Cospas-Sarsat is an international humanitarian consortium of governmental and private agencies which acts as a worldwide dispatcher for search and rescue operations. It operates a network of about 47 satellites carrying radio receivers, which detect distress signals from emergency locator beacons anywhere on Earth transmitting on the international Cospas distress frequency of 406 MHz. The satellites calculate the geographic location of the beacon within 2 km by measuring the Doppler frequency shift of the radio waves due to the relative motion of the transmitter and the satellite, and quickly transmit the information to the appropriate local first responder organizations, which perform the search and rescue.

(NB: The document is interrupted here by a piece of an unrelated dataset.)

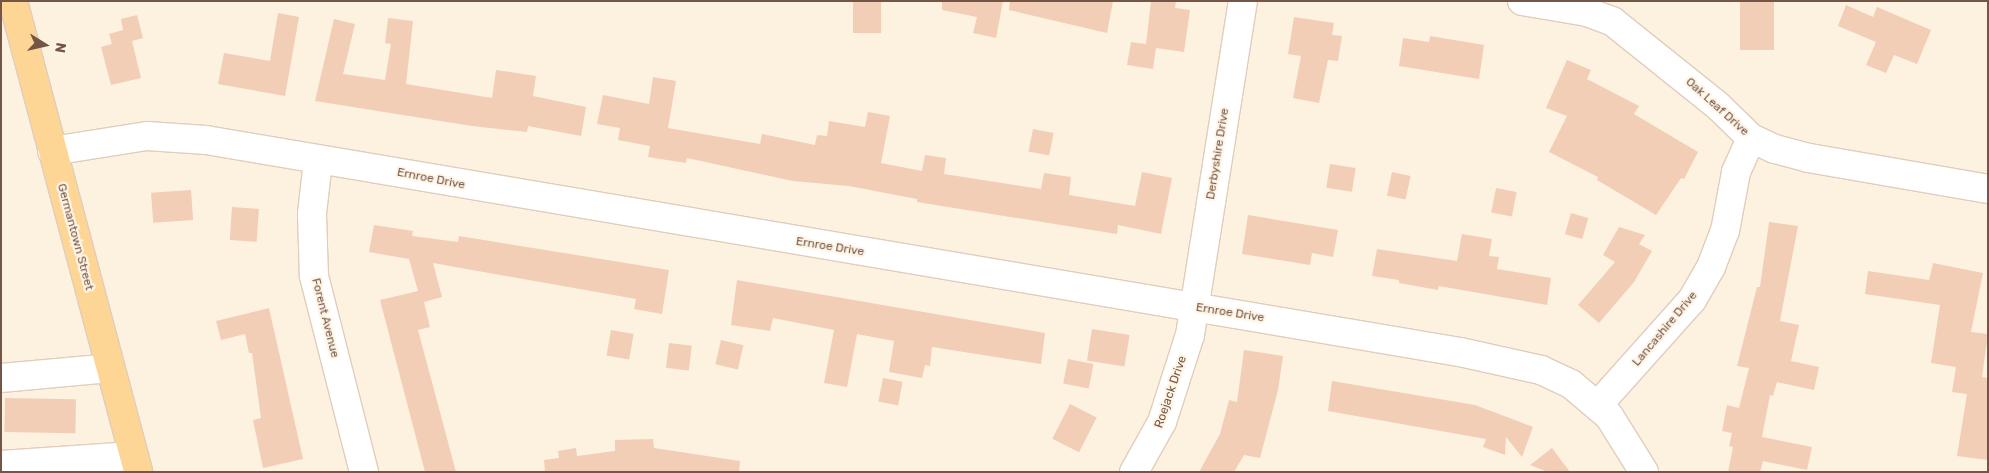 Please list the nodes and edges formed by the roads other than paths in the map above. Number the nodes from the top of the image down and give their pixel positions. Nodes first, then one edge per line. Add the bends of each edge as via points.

Defined officially as emergency position-indicating radiobeacon stations in the ITU Radio Regulations (Section IV. Radio Stations and Systems – Article 1.93), these transmit a coded data burst once every 50 seconds, conforming to the C/S T.001 Specification for Cospas-Sarsat 406 MHz Distress Beacons, compatible with the Cospas-Sarsat satellite receivers. The different types include:
- ELTs (emergency locator transmitters) signal aircraft distress
- EPIRBs (emergency position-indicating radio beacons) signal maritime distress
- SEPIRBs (submarine emergency position-indicating radio beacons) are EPIRBs designed only for use on submarines
- SSASes (ship security alert system) are used to indicate possible piracy or terrorism attacks on sea-going vessels
- PLBs (personal locator beacons) are for personal use and are intended to indicate a person in distress who is away from normal emergency services; e.g., 9-1-1. They are also used for crewsaving applications in shipping and lifeboats at terrestrial systems. In New South Wales, Australia, some police stations and the National Parks and Wildlife Service provide personal locator beacons to hikers for no charge. Many countries around the world do not allow PLB for personal use, require license or have restrictions on use.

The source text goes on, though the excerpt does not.